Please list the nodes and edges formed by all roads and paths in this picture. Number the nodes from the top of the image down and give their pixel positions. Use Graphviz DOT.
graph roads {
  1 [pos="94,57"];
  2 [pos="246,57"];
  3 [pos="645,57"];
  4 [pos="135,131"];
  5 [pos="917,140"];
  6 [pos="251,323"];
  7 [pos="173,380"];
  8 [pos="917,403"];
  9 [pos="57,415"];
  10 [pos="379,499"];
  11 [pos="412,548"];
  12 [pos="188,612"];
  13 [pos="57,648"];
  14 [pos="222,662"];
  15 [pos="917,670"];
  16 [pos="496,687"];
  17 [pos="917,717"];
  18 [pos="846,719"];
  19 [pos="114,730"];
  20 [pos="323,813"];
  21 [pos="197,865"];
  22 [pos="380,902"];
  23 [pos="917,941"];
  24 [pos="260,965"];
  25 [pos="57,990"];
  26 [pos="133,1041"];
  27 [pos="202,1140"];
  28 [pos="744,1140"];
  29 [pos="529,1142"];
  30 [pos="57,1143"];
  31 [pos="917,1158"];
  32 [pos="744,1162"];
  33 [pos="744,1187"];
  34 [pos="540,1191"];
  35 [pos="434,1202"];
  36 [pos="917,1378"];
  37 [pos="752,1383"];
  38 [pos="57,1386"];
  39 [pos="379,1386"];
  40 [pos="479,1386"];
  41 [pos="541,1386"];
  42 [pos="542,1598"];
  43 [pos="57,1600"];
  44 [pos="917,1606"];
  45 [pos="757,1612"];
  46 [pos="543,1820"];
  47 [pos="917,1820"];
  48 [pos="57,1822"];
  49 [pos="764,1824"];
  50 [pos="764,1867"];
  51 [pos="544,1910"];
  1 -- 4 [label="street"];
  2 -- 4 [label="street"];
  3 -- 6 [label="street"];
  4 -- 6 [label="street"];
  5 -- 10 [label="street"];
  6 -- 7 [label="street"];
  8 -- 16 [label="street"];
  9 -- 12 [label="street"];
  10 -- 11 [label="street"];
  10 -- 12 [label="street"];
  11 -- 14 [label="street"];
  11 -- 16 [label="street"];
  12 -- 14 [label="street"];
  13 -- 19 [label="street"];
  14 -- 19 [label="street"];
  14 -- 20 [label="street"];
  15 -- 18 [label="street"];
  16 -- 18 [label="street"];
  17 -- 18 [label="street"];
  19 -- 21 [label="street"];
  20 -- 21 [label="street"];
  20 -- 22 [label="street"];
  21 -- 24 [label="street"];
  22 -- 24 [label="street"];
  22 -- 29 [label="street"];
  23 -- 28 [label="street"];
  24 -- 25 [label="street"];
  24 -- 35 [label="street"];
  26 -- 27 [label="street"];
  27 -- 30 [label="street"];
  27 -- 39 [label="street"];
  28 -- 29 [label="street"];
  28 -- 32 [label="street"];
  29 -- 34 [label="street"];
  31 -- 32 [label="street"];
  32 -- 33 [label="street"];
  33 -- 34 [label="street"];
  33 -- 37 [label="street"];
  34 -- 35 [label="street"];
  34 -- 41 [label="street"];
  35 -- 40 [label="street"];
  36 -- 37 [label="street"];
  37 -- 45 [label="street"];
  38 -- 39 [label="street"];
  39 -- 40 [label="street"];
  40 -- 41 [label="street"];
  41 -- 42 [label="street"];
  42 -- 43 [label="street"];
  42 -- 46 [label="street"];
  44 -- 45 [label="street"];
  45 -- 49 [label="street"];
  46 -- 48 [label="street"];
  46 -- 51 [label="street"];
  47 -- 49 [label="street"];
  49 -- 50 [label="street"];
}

---

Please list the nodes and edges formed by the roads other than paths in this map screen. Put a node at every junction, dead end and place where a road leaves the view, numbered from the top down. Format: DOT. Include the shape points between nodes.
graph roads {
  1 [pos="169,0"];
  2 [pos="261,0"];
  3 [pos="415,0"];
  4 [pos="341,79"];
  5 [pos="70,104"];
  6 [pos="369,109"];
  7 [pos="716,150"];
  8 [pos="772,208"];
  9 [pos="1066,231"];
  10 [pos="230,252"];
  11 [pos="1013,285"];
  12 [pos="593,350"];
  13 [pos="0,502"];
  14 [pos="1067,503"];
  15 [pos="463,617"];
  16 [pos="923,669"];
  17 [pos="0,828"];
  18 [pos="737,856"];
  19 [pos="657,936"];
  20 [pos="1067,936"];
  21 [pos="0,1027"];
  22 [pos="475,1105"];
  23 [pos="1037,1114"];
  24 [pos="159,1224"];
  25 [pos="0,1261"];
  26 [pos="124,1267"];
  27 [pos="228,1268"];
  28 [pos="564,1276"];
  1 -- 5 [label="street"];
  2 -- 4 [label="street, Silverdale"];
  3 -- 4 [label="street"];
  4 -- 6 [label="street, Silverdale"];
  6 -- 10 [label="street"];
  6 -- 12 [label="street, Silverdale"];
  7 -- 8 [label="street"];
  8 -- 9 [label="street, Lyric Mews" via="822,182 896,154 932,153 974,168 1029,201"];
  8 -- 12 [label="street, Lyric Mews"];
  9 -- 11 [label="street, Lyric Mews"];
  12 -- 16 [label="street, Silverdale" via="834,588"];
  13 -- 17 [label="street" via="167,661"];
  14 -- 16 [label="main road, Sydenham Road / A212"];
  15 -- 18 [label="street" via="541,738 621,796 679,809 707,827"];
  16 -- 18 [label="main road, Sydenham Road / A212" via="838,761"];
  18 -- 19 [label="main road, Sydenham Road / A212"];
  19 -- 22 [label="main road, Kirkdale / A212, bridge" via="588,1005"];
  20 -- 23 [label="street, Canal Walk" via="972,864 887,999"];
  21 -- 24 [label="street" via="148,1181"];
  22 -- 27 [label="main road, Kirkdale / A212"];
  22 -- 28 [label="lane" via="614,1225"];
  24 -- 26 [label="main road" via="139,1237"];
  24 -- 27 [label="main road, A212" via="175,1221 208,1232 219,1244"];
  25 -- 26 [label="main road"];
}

**PROBLEM REQUIREMENTS:**
Look through the records and gather every line containing "from".

**TASK SOLUTION:**
Please list the nodes and edges formed by all roads and paths in this picture. Number the nodes from the top of the image down and give their pixel positions. Use Graphviz DOT.
Please list the nodes and edges formed by the roads other than paths in this map screen. Put a node at every junction, dead end and place where a road leaves the view, numbered from the top down. Format: DOT. Include the shape points between nodes.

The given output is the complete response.